** Opening Supplied material block **

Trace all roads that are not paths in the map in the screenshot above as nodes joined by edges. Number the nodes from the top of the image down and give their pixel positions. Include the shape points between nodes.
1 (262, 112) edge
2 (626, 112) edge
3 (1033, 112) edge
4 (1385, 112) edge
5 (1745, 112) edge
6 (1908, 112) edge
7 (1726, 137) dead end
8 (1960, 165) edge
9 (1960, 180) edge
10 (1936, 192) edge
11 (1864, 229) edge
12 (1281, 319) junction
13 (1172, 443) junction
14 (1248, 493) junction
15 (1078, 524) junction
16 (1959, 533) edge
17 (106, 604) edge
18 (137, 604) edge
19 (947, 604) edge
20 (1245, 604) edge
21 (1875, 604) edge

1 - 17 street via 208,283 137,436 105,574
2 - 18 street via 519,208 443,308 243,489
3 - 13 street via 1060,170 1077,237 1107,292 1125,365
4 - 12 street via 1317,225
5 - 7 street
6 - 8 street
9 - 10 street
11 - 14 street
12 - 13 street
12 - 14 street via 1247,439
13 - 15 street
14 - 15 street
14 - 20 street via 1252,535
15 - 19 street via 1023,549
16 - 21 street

** Closing Supplied material block **
** Opening Supplied material block **

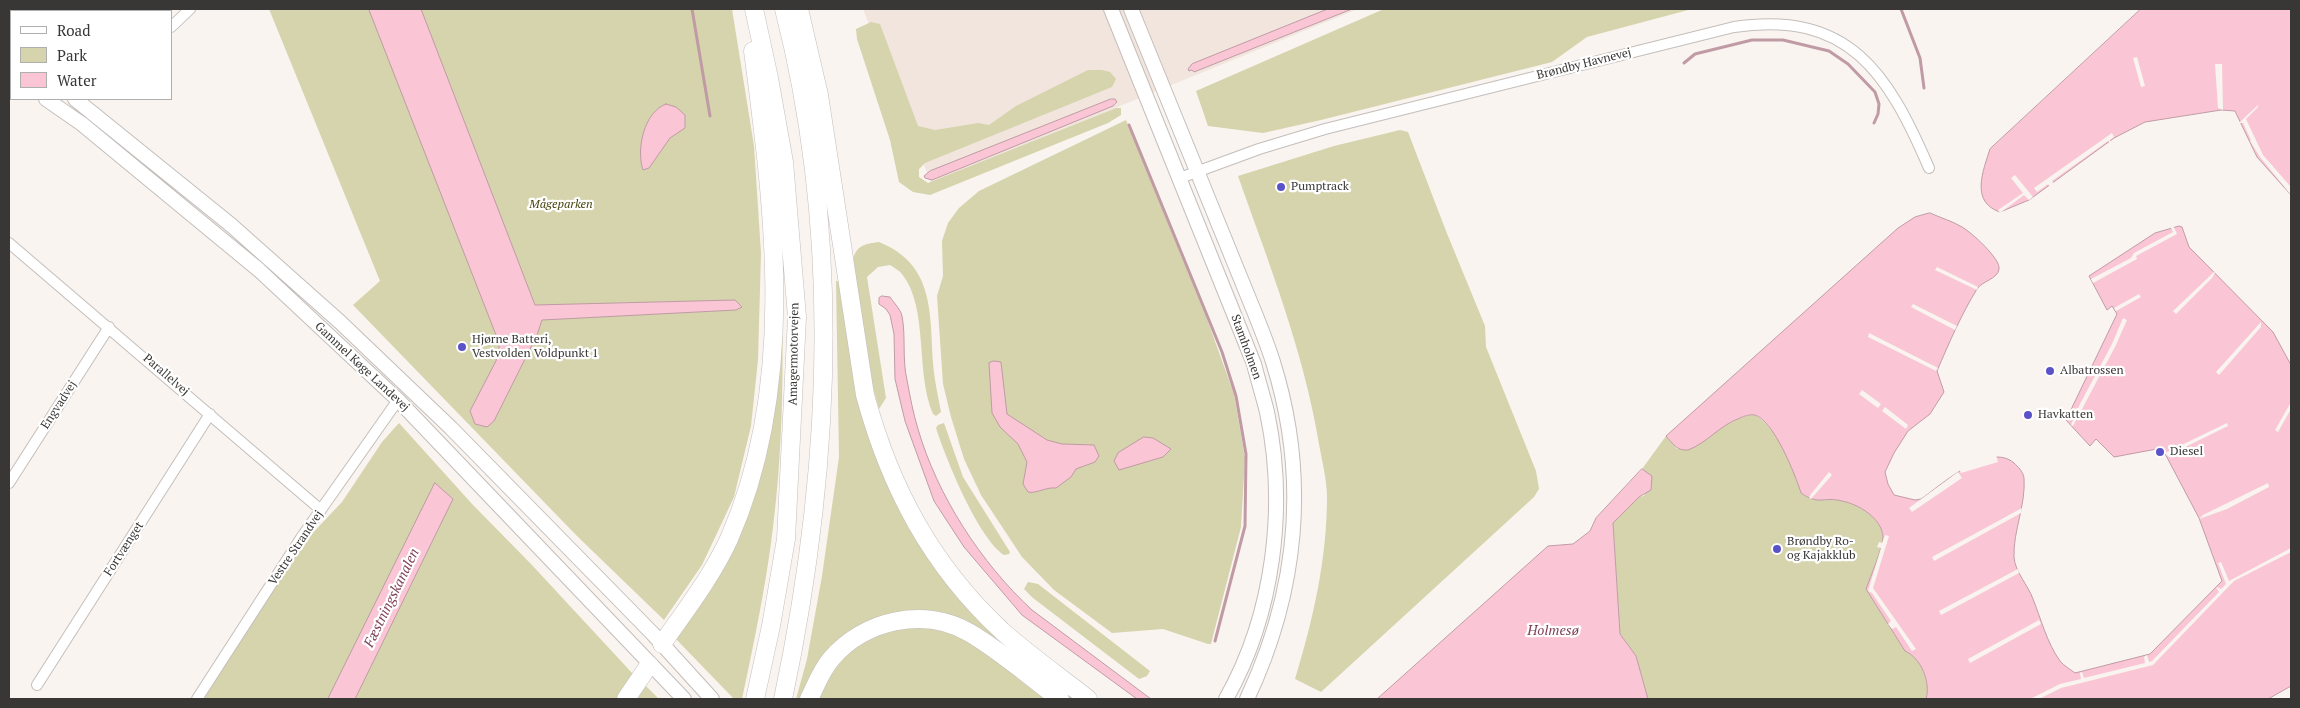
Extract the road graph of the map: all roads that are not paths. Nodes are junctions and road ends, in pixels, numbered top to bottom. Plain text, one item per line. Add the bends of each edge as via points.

** Closing Supplied material block **
** Opening Supplied material block **

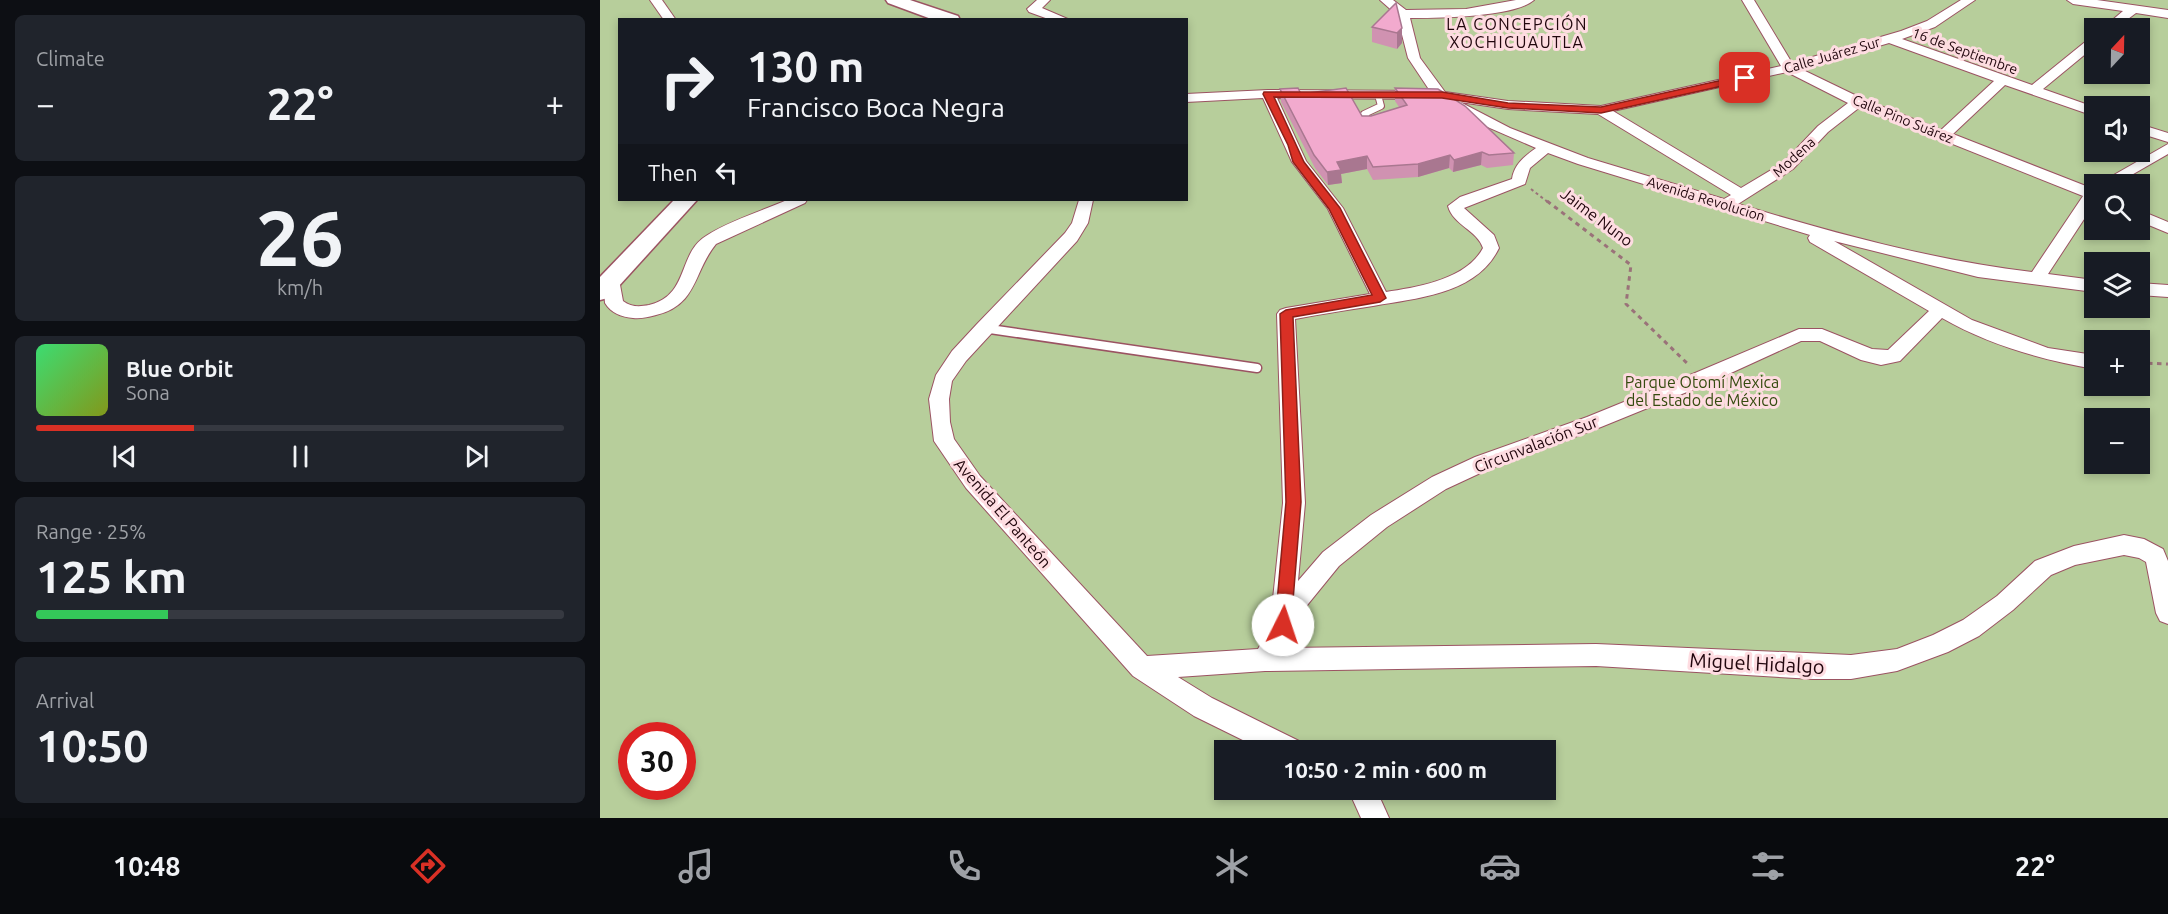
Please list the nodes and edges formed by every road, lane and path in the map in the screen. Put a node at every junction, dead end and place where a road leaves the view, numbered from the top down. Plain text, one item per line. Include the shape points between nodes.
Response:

** Closing Supplied material block **

Take every line above where "numbered" appears and copy it.

Extract the road graph of the map: all roads that are not paths. Nodes are junctions and road ends, in pixels, numbered top to bottom. Plain text, one item per line. Add the bends of each edge as via points.
Please list the nodes and edges formed by every road, lane and path in the map in the screen. Put a node at every junction, dead end and place where a road leaves the view, numbered from the top down. Plain text, one item per line. Include the shape points between nodes.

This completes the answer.